Traffic by calendar year
| Year | Passengers | Change | Year | Passengers | Change |
| 2001 | 375,508 | — | 2013 | 433,137 | −2.80% |
| 2002 | 404,201 | +7.73% | 2014 | 427,920 | −1.20% |
| 2003 | 362,719 | −10.26% | 2015 | 439,128 | +2.62% |
| 2004 | 401,164 | +10.60% | 2016 | 462,999 | +5.44% |
| 2005 | 439,189 | +9.48% | 2017 | 531,854 | +14.87% |
| 2006 | 422,608 | −3.78% | 2018 | 527,928 | −0.74% |
| 2007 | 438,895 | +3.85% | 2019 | 590,044 | +11.77% |
| 2008 | 443,804 | +1.12% | 2020 | 221,781 | −62.41% |
| 2009 | 413,001 | −6.94% | 2021 | 313,107 | +41.18% |
| 2010 | 433,972 | +5.08% | 2022 | 384,371 | +22.76% |
| 2011 | 464,560 | +7.05% | 2023 | 357,969 | −6.87% |
| 2012 | 445,593 | −4.08% |

==Ground transportation==
===Car===
The airport has direct access to I-81 via Exit 178. The Pennsylvania Turnpike (Interstate 476) can also be accessed from I-81 Southbound via Exit 175.

===Bus===

Public transit
| System | Route(s) | Refs |
|---|---|---|
| LCTA | On Demand via LCTA Connects |  |

The Luzerne County Transportation Authority offers flexibility at your fingertips with their new Microtransit Service "LCTA CONNECTS".

Tarmac-to-tarmac shuttle
| Operator | Destination | Notes | Refs |
|---|---|---|---|
| American Airlines (operated by Landline) | Philadelphia | Passengers check bags and clear security at AVP, and go directly to PHL via motorcoach |  |

In August 2024, American Airlines began offering connecting luxury motorcoaches to/from Philadelphia International Airport from/to Wilkes-Barre/Scranton International Airport. The service is ticketed and operated as an airline flight but utilizes luxury motorcoaches, given Philadelphia's close proximity to Wilkes-Barre/Scranton and available connections as a major hub for American Airlines. This airside-to-airside service, which is solely for screened passengers who booked a seat on the route, is operated by American's bus service partner, Landline, on the airline's behalf.

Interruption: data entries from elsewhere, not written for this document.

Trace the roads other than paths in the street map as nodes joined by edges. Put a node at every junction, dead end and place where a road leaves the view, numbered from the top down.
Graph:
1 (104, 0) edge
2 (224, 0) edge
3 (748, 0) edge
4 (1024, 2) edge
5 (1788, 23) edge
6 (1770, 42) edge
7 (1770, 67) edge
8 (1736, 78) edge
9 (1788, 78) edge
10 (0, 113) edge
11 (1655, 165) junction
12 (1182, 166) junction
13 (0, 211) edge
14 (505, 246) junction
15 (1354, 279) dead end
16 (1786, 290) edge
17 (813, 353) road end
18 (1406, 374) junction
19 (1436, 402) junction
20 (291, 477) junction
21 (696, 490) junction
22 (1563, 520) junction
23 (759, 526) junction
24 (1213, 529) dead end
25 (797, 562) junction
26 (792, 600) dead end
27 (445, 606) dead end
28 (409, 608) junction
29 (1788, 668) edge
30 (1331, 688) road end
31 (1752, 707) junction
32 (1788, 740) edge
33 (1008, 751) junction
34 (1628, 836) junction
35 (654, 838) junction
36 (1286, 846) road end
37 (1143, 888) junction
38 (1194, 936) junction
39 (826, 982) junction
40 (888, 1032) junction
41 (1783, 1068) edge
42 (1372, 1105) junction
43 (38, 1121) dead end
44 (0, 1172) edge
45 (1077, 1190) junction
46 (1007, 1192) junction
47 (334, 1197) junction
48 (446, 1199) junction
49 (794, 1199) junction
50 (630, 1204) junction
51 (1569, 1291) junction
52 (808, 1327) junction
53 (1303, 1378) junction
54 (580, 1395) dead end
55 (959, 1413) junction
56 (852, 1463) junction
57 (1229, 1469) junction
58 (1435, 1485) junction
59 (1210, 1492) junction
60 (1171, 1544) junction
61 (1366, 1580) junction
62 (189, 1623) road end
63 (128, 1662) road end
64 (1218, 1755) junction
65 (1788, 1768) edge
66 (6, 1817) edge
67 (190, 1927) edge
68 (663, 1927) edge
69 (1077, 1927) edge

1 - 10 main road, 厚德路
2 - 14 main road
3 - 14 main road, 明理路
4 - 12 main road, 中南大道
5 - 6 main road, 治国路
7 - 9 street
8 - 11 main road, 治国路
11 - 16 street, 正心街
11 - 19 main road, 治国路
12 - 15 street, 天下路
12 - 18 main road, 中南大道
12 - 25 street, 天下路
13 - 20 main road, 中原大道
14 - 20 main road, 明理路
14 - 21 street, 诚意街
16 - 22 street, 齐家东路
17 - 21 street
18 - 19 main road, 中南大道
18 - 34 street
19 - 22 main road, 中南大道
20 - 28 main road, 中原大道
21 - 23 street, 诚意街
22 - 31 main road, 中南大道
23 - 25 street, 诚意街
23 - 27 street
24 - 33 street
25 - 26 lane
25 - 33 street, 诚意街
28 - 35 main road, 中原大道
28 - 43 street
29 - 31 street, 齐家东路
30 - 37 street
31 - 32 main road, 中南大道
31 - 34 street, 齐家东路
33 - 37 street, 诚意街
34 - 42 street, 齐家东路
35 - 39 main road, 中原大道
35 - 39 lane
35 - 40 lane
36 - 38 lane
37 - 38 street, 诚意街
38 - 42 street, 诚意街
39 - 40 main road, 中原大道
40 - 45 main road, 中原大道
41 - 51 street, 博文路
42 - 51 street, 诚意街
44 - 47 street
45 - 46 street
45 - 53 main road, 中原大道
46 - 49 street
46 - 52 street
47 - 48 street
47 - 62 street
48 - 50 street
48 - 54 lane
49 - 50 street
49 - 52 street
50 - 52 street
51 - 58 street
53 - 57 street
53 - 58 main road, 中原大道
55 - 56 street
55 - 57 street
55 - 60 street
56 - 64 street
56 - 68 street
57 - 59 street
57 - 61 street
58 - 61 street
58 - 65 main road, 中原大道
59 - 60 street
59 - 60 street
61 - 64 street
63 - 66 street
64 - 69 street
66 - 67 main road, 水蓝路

===Car Rentals, TNCs and Taxi Service===
The following rental car companies provide their services at AVP: Avis, Budget, Dollar, Enterprise, Hertz and National. The rental car lot is across from the Terminal Building. With regards to Transportation Network Companies, or TNCs, Uber and Lyft have specific pick-up locations in front of the Terminal Building, on the arrivals side. Taxi service is provided by Burgit's City Taxi, Call-a-Car Taxi and McCarthy Flowered Cabs.

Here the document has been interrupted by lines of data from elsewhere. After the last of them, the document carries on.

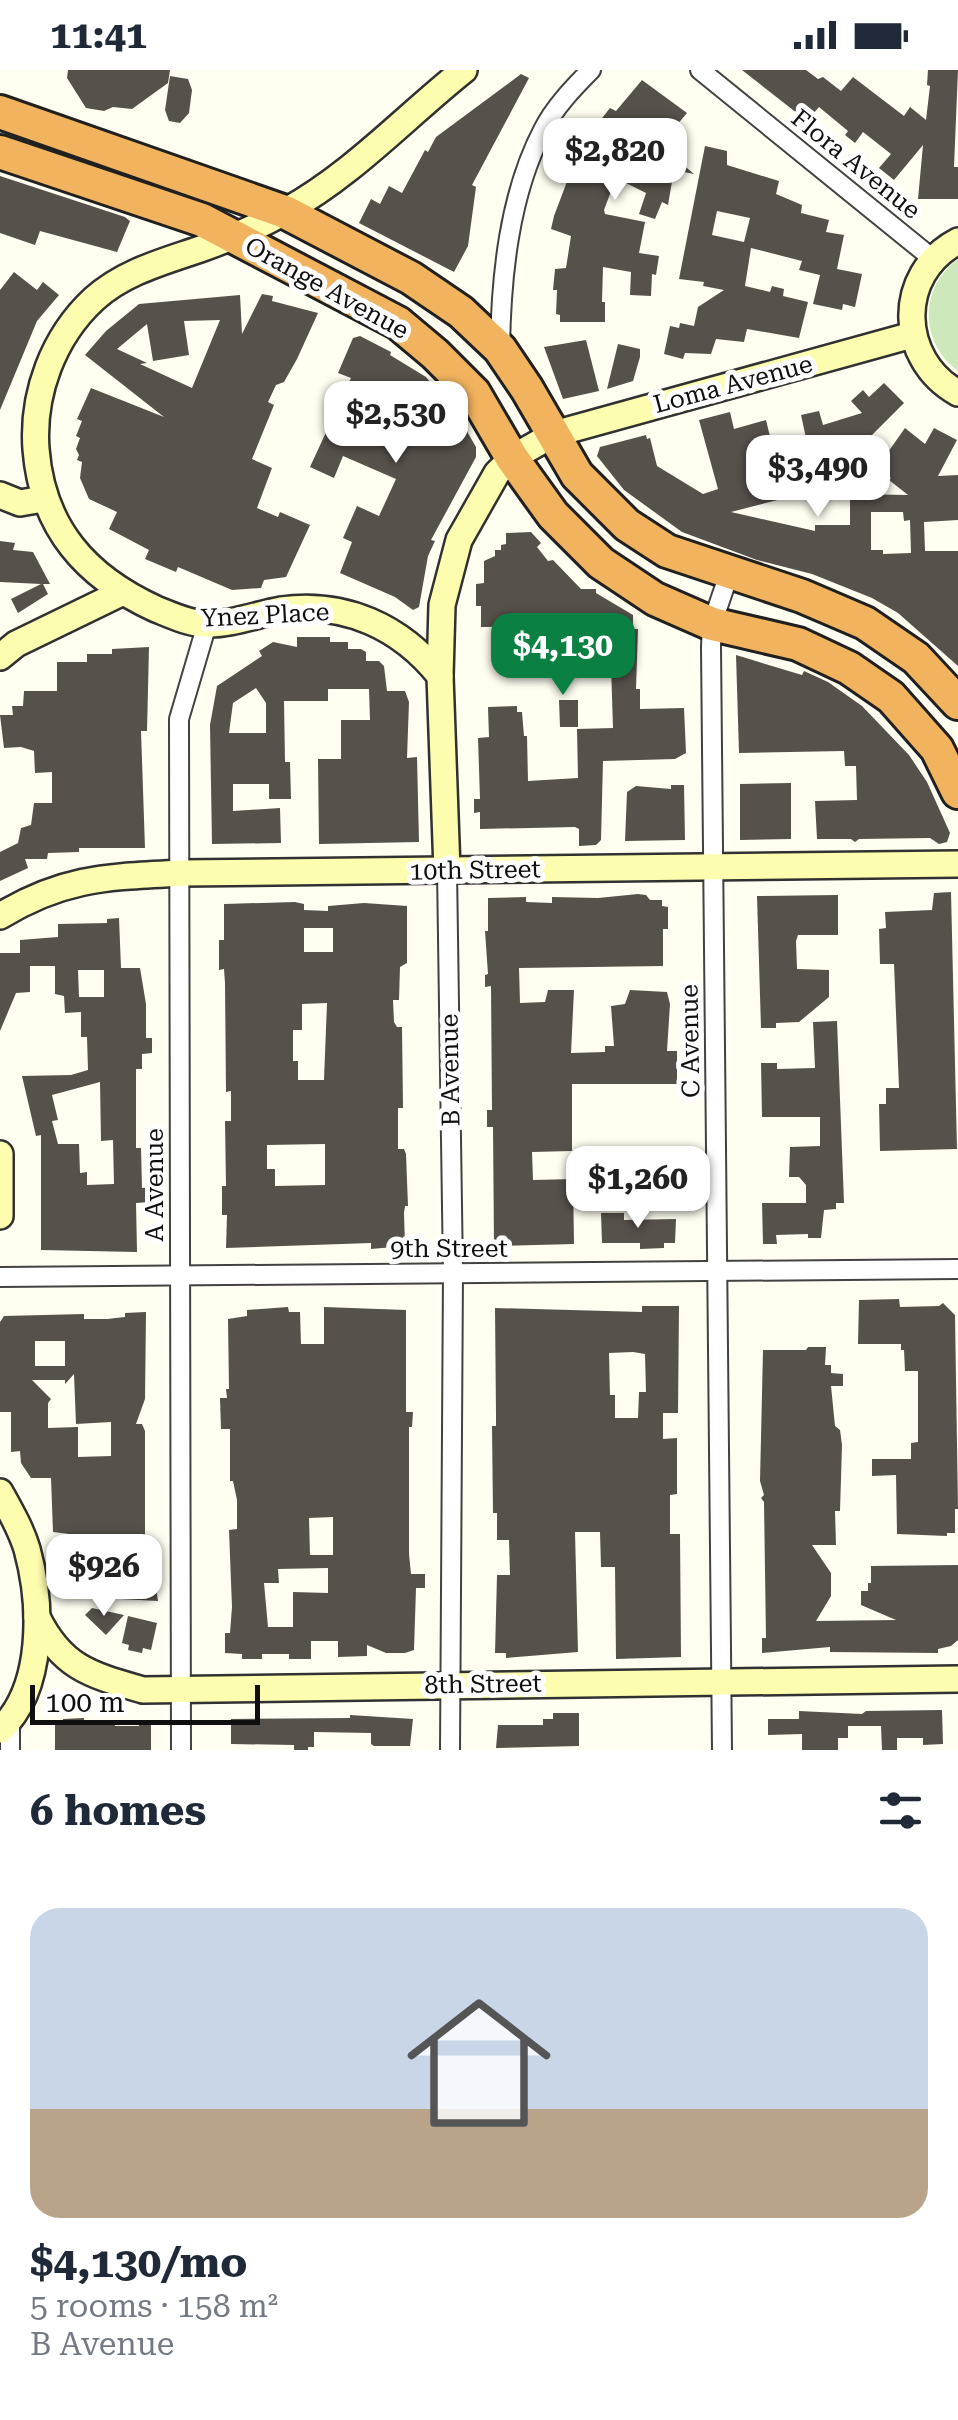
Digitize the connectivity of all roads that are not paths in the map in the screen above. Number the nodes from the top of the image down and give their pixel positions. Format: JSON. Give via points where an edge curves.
{"nodes":[{"id":1,"x":464,"y":70,"type":"edge"},
{"id":2,"x":591,"y":70,"type":"edge"},
{"id":3,"x":700,"y":70,"type":"edge"},
{"id":4,"x":0,"y":112,"type":"edge"},
{"id":5,"x":0,"y":152,"type":"edge"},
{"id":6,"x":285,"y":212,"type":"junction"},
{"id":7,"x":234,"y":236,"type":"junction"},
{"id":8,"x":958,"y":241,"type":"edge"},
{"id":9,"x":933,"y":259,"type":"junction"},
{"id":10,"x":912,"y":334,"type":"junction"},
{"id":11,"x":500,"y":350,"type":"junction"},
{"id":12,"x":958,"y":394,"type":"edge"},
{"id":13,"x":554,"y":434,"type":"junction"},
{"id":14,"x":512,"y":458,"type":"junction"},
{"id":15,"x":0,"y":495,"type":"edge"},
{"id":16,"x":43,"y":499,"type":"junction"},
{"id":17,"x":729,"y":574,"type":"junction"},
{"id":18,"x":121,"y":593,"type":"junction"},
{"id":19,"x":206,"y":624,"type":"junction"},
{"id":20,"x":712,"y":624,"type":"junction"},
{"id":21,"x":0,"y":657,"type":"edge"},
{"id":22,"x":440,"y":676,"type":"junction"},
{"id":23,"x":958,"y":703,"type":"edge"},
{"id":24,"x":958,"y":792,"type":"edge"},
{"id":25,"x":958,"y":864,"type":"edge"},
{"id":26,"x":714,"y":867,"type":"junction"},
{"id":27,"x":447,"y":870,"type":"junction"},
{"id":28,"x":181,"y":873,"type":"junction"},
{"id":29,"x":0,"y":916,"type":"edge"},
{"id":30,"x":0,"y":1154,"type":"edge"},
{"id":31,"x":0,"y":1216,"type":"edge"},
{"id":32,"x":958,"y":1269,"type":"edge"},
{"id":33,"x":718,"y":1271,"type":"junction"},
{"id":34,"x":453,"y":1274,"type":"junction"},
{"id":35,"x":178,"y":1276,"type":"junction"},
{"id":36,"x":0,"y":1277,"type":"edge"},
{"id":37,"x":0,"y":1492,"type":"edge"},
{"id":38,"x":37,"y":1617,"type":"junction"},
{"id":39,"x":958,"y":1679,"type":"edge"},
{"id":40,"x":722,"y":1682,"type":"junction"},
{"id":41,"x":449,"y":1684,"type":"junction"},
{"id":42,"x":180,"y":1688,"type":"junction"},
{"id":43,"x":5,"y":1725,"type":"edge"},
{"id":44,"x":10,"y":1750,"type":"edge"},
{"id":45,"x":181,"y":1750,"type":"edge"},
{"id":46,"x":450,"y":1750,"type":"edge"},
{"id":47,"x":722,"y":1750,"type":"edge"}],
"edges":[{"from":1,"to":6,"type":"street","via":[[361,160]]},
{"from":2,"to":11,"type":"street","via":[[544,128],[529,163],[504,275]]},
{"from":3,"to":9,"type":"street","name":"Flora Avenue"},
{"from":4,"to":6,"type":"highway","name":"Orange Avenue"},
{"from":5,"to":7,"type":"highway","name":"Orange Avenue"},
{"from":6,"to":7,"type":"street"},
{"from":6,"to":11,"type":"highway","name":"Orange Avenue","via":[[411,278],[461,312]]},
{"from":7,"to":14,"type":"highway","name":"Orange Avenue","via":[[398,323],[474,393]]},
{"from":7,"to":16,"type":"street","via":[[134,273],[95,298],[65,335],[50,356],[34,426]]},
{"from":8,"to":9,"type":"street"},
{"from":9,"to":10,"type":"street","via":[[914,294]]},
{"from":10,"to":12,"type":"street","via":[[930,372]]},
{"from":10,"to":13,"type":"street","name":"Loma Avenue"},
{"from":11,"to":13,"type":"highway","name":"Orange Avenue"},
{"from":13,"to":14,"type":"street","name":"B Avenue"},
{"from":13,"to":17,"type":"highway","name":"Orange Avenue","via":[[578,475],[628,525],[667,551]]},
{"from":14,"to":20,"type":"highway","name":"Orange Avenue","via":[[552,515],[601,564],[655,599]]},
{"from":14,"to":22,"type":"street","name":"B Avenue","via":[[496,473],[460,540],[442,605]]},
{"from":15,"to":16,"type":"street","via":[[20,503]]},
{"from":16,"to":18,"type":"street","name":"Ynez Place","via":[[92,572]]},
{"from":17,"to":20,"type":"street","name":"C Avenue"},
{"from":17,"to":23,"type":"highway","name":"Orange Avenue","via":[[865,622],[916,658]]},
{"from":18,"to":19,"type":"street","name":"Ynez Place"},
{"from":18,"to":21,"type":"street"},
{"from":19,"to":22,"type":"street","name":"Ynez Place","via":[[313,607],[349,612],[423,654]]},
{"from":19,"to":28,"type":"street","name":"A Avenue","via":[[179,718]]},
{"from":20,"to":24,"type":"highway","name":"Orange Avenue","via":[[798,644],[849,668],[890,697],[925,736]]},
{"from":20,"to":26,"type":"street","name":"C Avenue"},
{"from":22,"to":27,"type":"street","name":"B Avenue"},
{"from":25,"to":26,"type":"street","name":"10th Street"},
{"from":26,"to":27,"type":"street","name":"10th Street"},
{"from":26,"to":33,"type":"street","name":"C Avenue"},
{"from":27,"to":28,"type":"street","name":"10th Street"},
{"from":27,"to":34,"type":"street","name":"B Avenue"},
{"from":28,"to":29,"type":"street","name":"10th Street","via":[[89,878]]},
{"from":28,"to":35,"type":"street","name":"A Avenue"},
{"from":30,"to":31,"type":"street"},
{"from":32,"to":33,"type":"street","name":"9th Street"},
{"from":33,"to":34,"type":"street","name":"9th Street"},
{"from":33,"to":40,"type":"street","name":"C Avenue"},
{"from":34,"to":35,"type":"street","name":"9th Street"},
{"from":34,"to":41,"type":"street","name":"B Avenue"},
{"from":35,"to":36,"type":"street","name":"9th Street"},
{"from":35,"to":42,"type":"street","name":"A Avenue"},
{"from":37,"to":38,"type":"street","via":[[27,1550]]},
{"from":38,"to":42,"type":"street","name":"8th Street","via":[[54,1648],[100,1678],[142,1690]]},
{"from":38,"to":43,"type":"street","via":[[26,1687]]},
{"from":39,"to":40,"type":"street","name":"8th Street"},
{"from":40,"to":41,"type":"street","name":"8th Street"},
{"from":40,"to":47,"type":"street","name":"C Avenue"},
{"from":41,"to":42,"type":"street","name":"8th Street"},
{"from":41,"to":46,"type":"street","name":"B Avenue"},
{"from":42,"to":45,"type":"street","name":"A Avenue"},
{"from":43,"to":44,"type":"street"}]}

==Accidents and incidents==
- On April 20, 1985, AF ser. No. 62-4496, a USAF CT-39A experienced brake failure on landing at the Wilkes-Barre Scranton International Airport, killing all five passengers and crew aboard, including General Jerome F. O'Malley, Commander, Tactical Air Command, and his wife.
- On May 21, 2000, Bear Creek Township was the site of a crash of an Executive Airlines chartered Jetstream 31, it crashed while attempting to land at Wilkes-Barre/Scranton. As described by the BBC, the crash occurred in a "wooded area" of the township, near the intersection of Bear Creek Boulevard (PA-Route 115) and the Northeast Extension of the Pennsylvania Turnpike. The accident killed the pilot and all 19 passengers. NTSB investigation ruled that the crash was probably due to low fuel. The incident spurred an FBI investigation and made news across the globe. Passenger safety in the aviation field became a major issue of the 2000 U.S. presidential election.
- On August 20, 2021, a North American T-6 Texan crashed shortly after takeoff, killing the sole pilot. The aircraft was practicing for an upcoming airshow at Pocono Raceway as part of the Skytypers Air Show Team. A preliminary report from the National Transportation Safety Board has been released.